▶ **REQUIREMENT**
From the entries below, copy each line in which the word "North" occurs.

▶ **EXTRACTED RECORDS**
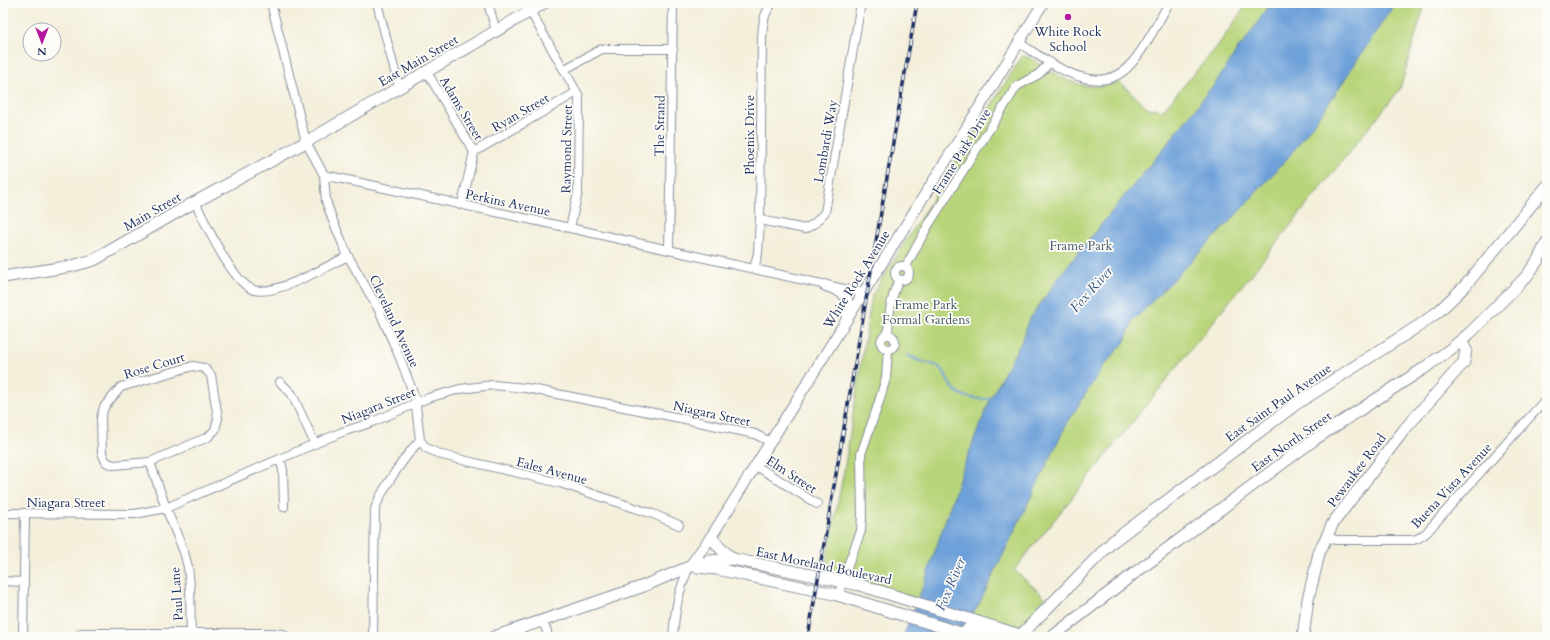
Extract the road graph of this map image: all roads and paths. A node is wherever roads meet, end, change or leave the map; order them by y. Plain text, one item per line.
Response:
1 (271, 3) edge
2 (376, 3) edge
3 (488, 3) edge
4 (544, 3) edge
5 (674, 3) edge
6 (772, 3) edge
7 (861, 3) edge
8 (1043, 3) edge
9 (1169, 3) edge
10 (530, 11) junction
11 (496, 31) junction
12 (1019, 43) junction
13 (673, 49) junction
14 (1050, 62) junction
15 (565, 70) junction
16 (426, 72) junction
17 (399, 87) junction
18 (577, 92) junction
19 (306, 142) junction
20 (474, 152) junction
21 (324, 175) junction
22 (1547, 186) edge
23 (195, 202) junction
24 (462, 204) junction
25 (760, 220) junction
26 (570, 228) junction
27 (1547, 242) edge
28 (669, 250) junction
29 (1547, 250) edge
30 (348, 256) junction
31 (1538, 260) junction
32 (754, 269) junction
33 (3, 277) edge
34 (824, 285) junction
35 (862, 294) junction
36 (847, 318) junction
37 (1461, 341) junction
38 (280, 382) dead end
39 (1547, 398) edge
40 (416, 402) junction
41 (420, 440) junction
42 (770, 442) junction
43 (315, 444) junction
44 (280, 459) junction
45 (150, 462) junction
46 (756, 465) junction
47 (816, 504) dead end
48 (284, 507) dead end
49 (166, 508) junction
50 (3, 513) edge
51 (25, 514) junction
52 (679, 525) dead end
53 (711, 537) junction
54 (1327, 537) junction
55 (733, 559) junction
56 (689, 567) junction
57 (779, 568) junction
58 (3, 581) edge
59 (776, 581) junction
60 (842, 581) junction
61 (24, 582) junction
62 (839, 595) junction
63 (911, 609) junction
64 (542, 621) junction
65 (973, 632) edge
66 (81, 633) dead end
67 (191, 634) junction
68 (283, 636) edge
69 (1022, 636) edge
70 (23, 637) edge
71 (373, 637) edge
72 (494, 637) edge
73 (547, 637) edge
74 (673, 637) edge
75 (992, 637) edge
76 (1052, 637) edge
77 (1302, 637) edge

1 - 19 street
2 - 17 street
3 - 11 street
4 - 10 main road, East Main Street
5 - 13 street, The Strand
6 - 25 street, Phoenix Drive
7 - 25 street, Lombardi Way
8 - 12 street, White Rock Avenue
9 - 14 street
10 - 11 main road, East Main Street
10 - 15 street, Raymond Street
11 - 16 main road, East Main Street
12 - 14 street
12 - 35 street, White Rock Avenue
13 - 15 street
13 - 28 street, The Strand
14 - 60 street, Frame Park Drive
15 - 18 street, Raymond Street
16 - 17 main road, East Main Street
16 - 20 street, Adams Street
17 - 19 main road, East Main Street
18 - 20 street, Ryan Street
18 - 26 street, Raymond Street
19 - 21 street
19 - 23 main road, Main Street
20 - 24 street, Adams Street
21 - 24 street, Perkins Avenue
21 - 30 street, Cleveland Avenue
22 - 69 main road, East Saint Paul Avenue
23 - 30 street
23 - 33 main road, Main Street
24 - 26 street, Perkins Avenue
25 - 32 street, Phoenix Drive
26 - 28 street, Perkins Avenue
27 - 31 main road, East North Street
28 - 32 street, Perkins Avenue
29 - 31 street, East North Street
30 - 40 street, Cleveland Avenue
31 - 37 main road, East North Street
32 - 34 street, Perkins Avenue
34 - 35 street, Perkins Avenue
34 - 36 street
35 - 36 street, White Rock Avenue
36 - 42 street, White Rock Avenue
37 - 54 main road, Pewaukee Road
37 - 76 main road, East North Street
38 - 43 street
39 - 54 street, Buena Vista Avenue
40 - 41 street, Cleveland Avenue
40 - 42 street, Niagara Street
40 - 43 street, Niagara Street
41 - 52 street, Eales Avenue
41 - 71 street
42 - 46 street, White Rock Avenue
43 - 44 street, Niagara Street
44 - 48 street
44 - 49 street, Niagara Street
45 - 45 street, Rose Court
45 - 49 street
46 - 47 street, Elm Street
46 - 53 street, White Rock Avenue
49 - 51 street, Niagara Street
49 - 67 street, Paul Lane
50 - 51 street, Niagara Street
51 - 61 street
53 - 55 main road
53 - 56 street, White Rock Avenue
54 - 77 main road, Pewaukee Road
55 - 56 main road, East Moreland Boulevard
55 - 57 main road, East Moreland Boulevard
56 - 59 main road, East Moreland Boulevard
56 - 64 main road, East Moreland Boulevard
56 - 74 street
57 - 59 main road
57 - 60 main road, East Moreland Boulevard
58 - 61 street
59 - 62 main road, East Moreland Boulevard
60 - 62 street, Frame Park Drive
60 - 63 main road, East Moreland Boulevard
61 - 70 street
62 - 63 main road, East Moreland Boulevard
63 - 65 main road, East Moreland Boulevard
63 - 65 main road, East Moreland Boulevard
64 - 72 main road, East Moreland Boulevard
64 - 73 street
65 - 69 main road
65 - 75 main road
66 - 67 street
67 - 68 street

▶ **YOUR SOLUTION**
27 - 31 main road, East North Street
29 - 31 street, East North Street
31 - 37 main road, East North Street
37 - 76 main road, East North Street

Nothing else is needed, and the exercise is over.